Corona is the Flu 2.0: Electric Boogaloo. 
A vaccine will probably be made for it, but it's here forever.


----------



## ConfederateIrishman (Apr 15, 2020)

US goes full retard one way or the other.


----------



## DumbDude42 (Apr 15, 2020)

Meat Poultry Veg said:


> We didn't shut down the US economy when Ebola made its way here. If you seriously think this whole shitshow is because of a virus with a pitiful case fatality rate, I've got a container full of aborted baby parts to sell you...

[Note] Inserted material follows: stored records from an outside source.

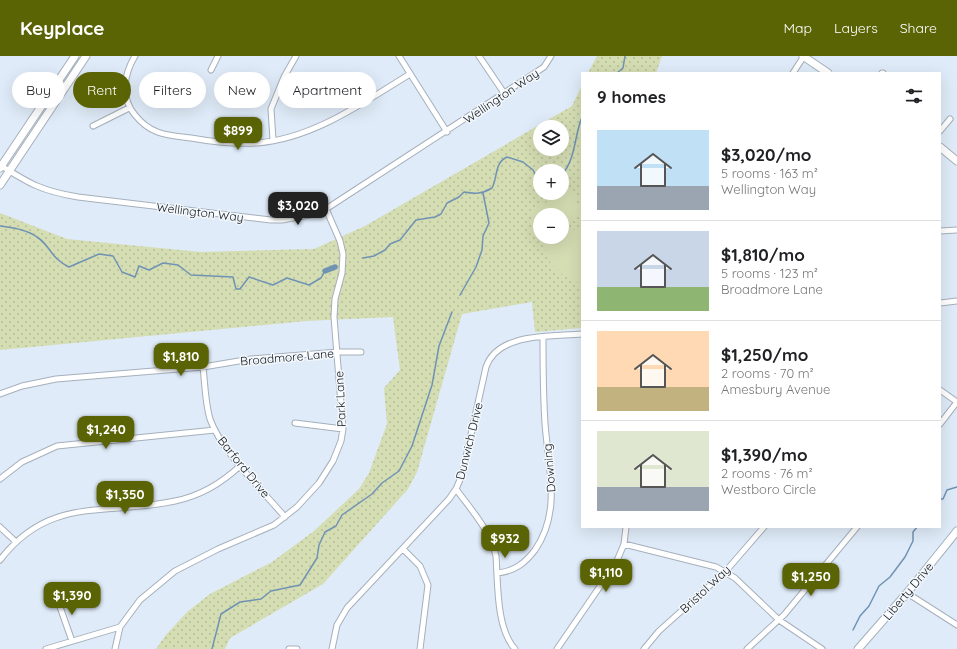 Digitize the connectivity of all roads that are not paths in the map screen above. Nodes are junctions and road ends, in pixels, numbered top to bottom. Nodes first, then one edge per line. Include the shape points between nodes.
1 (75, 56) edge
2 (86, 56) edge
3 (135, 56) edge
4 (218, 56) edge
5 (296, 56) edge
6 (399, 56) edge
7 (479, 56) edge
8 (551, 56) edge
9 (804, 56) edge
10 (211, 70) dead end
11 (127, 72) edge
12 (794, 72) edge
13 (827, 72) edge
14 (410, 74) junction
15 (504, 93) junction
16 (129, 108) joint
17 (950, 119) dead end
18 (93, 126) dead end
19 (941, 130) edge
20 (447, 132) junction
21 (273, 140) junction
22 (941, 148) edge
23 (957, 161) edge
24 (0, 166) edge
25 (9, 171) junction
26 (0, 185) edge
27 (326, 209) junction
28 (957, 230) edge
29 (941, 231) edge
30 (957, 301) edge
31 (941, 303) edge
32 (581, 334) edge
33 (543, 337) junction
34 (338, 352) junction
35 (361, 352) dead end
36 (203, 367) junction
37 (941, 391) edge
38 (0, 394) edge
39 (957, 402) edge
40 (295, 423) dead end
41 (941, 423) edge
42 (343, 429) junction
43 (215, 430) junction
44 (241, 465) junction
45 (0, 479) edge
46 (456, 489) junction
47 (286, 517) junction
48 (0, 527) edge
49 (626, 528) edge
50 (763, 528) edge
51 (856, 528) edge
52 (957, 531) edge
53 (16, 542) junction
54 (624, 544) junction
55 (403, 549) junction
56 (0, 560) edge
57 (725, 572) junction
58 (498, 573) junction
59 (61, 591) dead end
60 (907, 593) junction
61 (779, 620) junction
62 (957, 625) edge
63 (120, 627) junction
64 (72, 641) junction
65 (46, 649) edge
66 (114, 649) edge
67 (289, 649) edge
68 (297, 649) edge
69 (332, 649) edge
70 (420, 649) edge
71 (515, 649) edge
72 (556, 649) edge
73 (644, 649) edge
74 (747, 649) edge
75 (822, 649) edge
76 (858, 649) edge

1 - 24 main road
2 - 25 main road
3 - 11 street
4 - 10 street
5 - 21 street via 271,109
6 - 14 street
7 - 15 street
8 - 15 street, Wellington Way via 544,67
9 - 12 street
9 - 13 main road
14 - 20 street
14 - 21 street via 329,121
15 - 20 street, Wellington Way
16 - 18 street
16 - 21 street via 142,124 158,133 220,143 258,143
17 - 19 street
20 - 27 street, Wellington Way
22 - 23 main road
24 - 25 street, Wellington Way
25 - 26 main road
25 - 27 street, Wellington Way via 29,184 53,193 228,216 282,220
27 - 34 street, Park Lane via 343,254 343,268 335,299
28 - 29 street
30 - 31 street
32 - 33 street, Dunwich Drive
33 - 46 street, Dunwich Drive via 512,342 497,351 489,361 462,475
33 - 58 street, Downing via 544,398 552,500 550,519 541,541 524,562 512,570
34 - 35 street, Broadmore Lane
34 - 36 street, Broadmore Lane via 251,359
34 - 42 street, Park Lane
36 - 38 street, Broadmore Lane via 45,381
36 - 43 street, Barford Drive via 207,403
37 - 39 street
39 - 41 street
40 - 42 street
42 - 47 street, Park Lane via 337,453 329,469
43 - 44 street, Barford Drive
43 - 45 street via 57,446 22,462
44 - 47 street, Barford Drive
44 - 53 street via 214,486 189,498 68,514 37,526
46 - 55 street, Dunwich Drive
46 - 58 street via 489,535
47 - 63 street, Park Lane via 175,571 140,600
48 - 53 street
49 - 54 street
50 - 57 street, Bristol Way
51 - 61 street
52 - 60 main road, Liberty Drive
53 - 56 street
54 - 57 street via 716,567
54 - 72 street via 616,563
55 - 69 street, Dunwich Drive via 343,613 337,625
55 - 70 street via 420,566 428,586
57 - 61 street via 735,578
57 - 73 street, Bristol Way via 659,631
58 - 71 street via 504,630
59 - 64 street via 60,607
60 - 62 street
60 - 76 main road, Liberty Drive
61 - 74 street
61 - 75 street
63 - 64 street
63 - 66 street, Park Lane
64 - 65 street
67 - 68 street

ebola isn't very contageous. you have to come in direct contact with the blood, piss or shit of a sick (not merely infected, but actually showing symptoms) person to contract it. it was able to spread a bit in african shithole countries because these countries are exactly that: literal shitholes, where things like hygiene and proper sanitation barely exist. but for civilized countries ebola was never a serious concern.


----------



## Syaoran Li (Apr 15, 2020)

DumbDude42 said:


> ebola isn't very contageous. you have to come in direct contact with the blood, piss or shit of a sick (not merely infected, but actually showing symptoms) person to contract it. it was able to spread a bit in african shithole countries because these countries are exactly that: literal shitholes, where things like hygiene and proper sanitation barely exist. but for civilized countries ebola was never a serious concern.

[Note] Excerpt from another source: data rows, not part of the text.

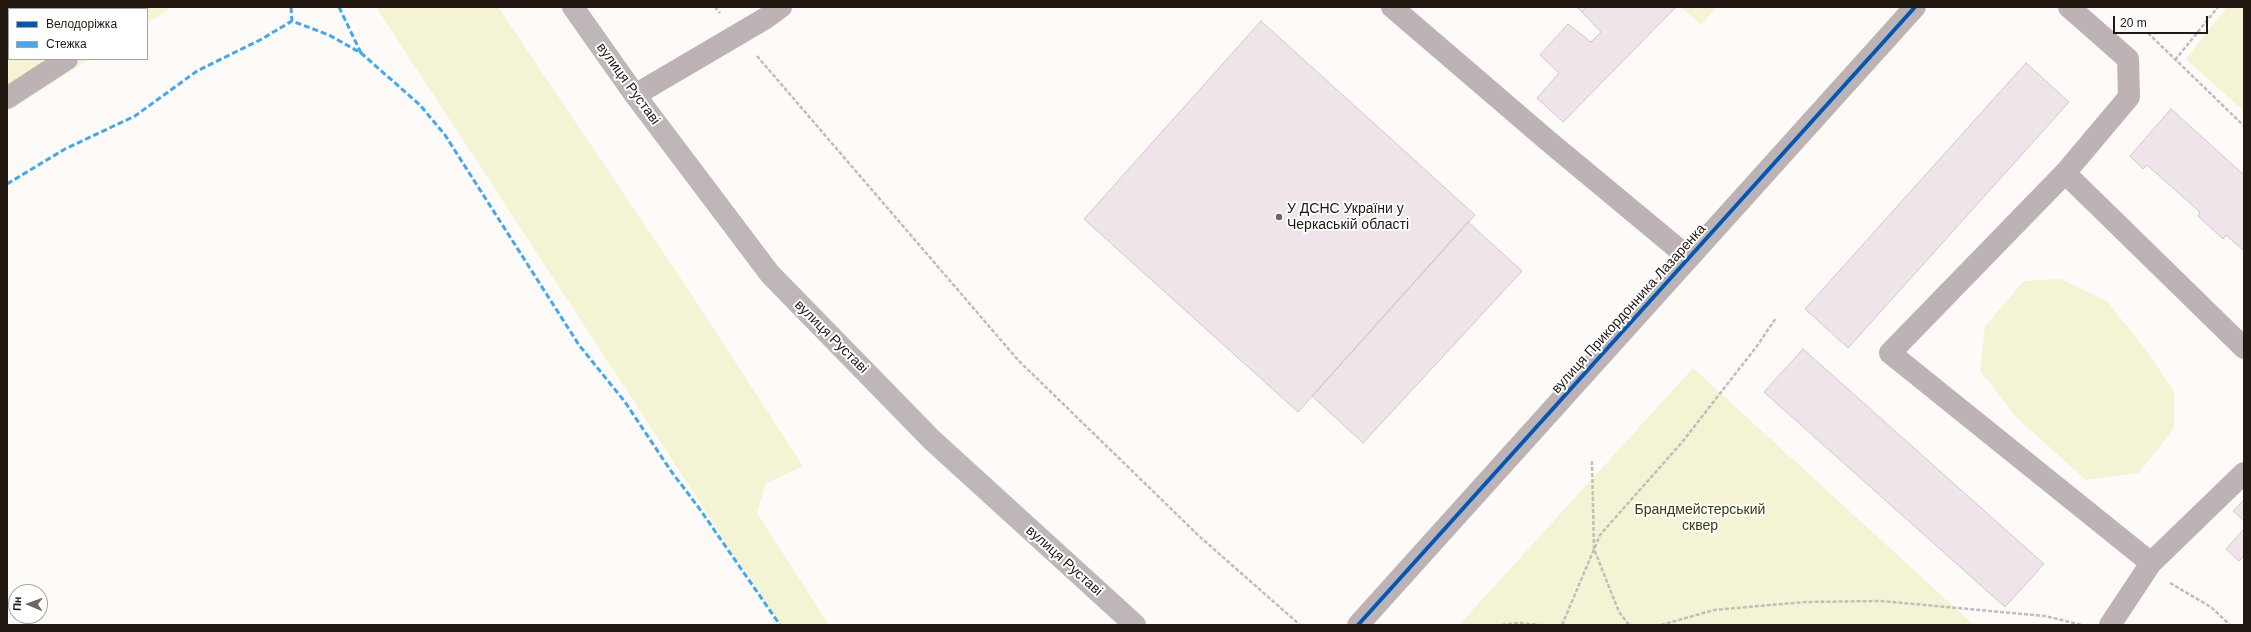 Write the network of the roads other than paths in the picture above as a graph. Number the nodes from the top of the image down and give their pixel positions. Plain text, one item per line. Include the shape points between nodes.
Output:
1 (573, 7) edge
2 (781, 7) edge
3 (1392, 7) edge
4 (1915, 7) edge
5 (2069, 7) edge
6 (65, 60) edge
7 (635, 95) junction
8 (7, 98) edge
9 (2065, 173) junction
10 (1689, 258) junction
11 (2244, 348) edge
12 (2244, 473) edge
13 (2151, 563) junction
14 (1135, 625) edge
15 (1358, 625) edge
16 (2110, 625) edge

1 - 7 main road, вулиця Руставі
2 - 7 street
3 - 10 street via 1552,145
4 - 10 street, вулиця Прикордонника Лазаренка
5 - 9 street via 2128,59 2130,97
6 - 8 street
7 - 14 main road, вулиця Руставі via 770,274 932,440
9 - 11 street
9 - 13 street via 1890,353
10 - 15 street, вулиця Прикордонника Лазаренка
12 - 13 street
13 - 16 street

True, and another thing about Ebola is that its high fatality rate also limits its spread if you contain the infection quickly. Between the sanitation and quarantine procedures in the First World, any outbreak of Ebola would be contained very quickly and it would burn itself out.

Which is precisely what happened in 2014. Also, Ebola can only be transmitted through bodily fluids while COVID-19 is airborne

This virus is a close relative of the SARS virus from the early 2000's, and while it's less lethal than SARS, it's also a lot more contagious and still very debilitating and downright lethal to a lot of vulnerable groups (the elderly, obese people, people with heart conditions or respiratory issues, those with a weak immune system)


----------



## dismissfrogs (Apr 15, 2020)

Meat Poultry Veg said:


> We didn't shut down the US economy when Ebola made its way here. If you seriously think this whole shitshow is because of a virus with a pitiful case fatality rate, I've got a container full of aborted baby parts to sell you...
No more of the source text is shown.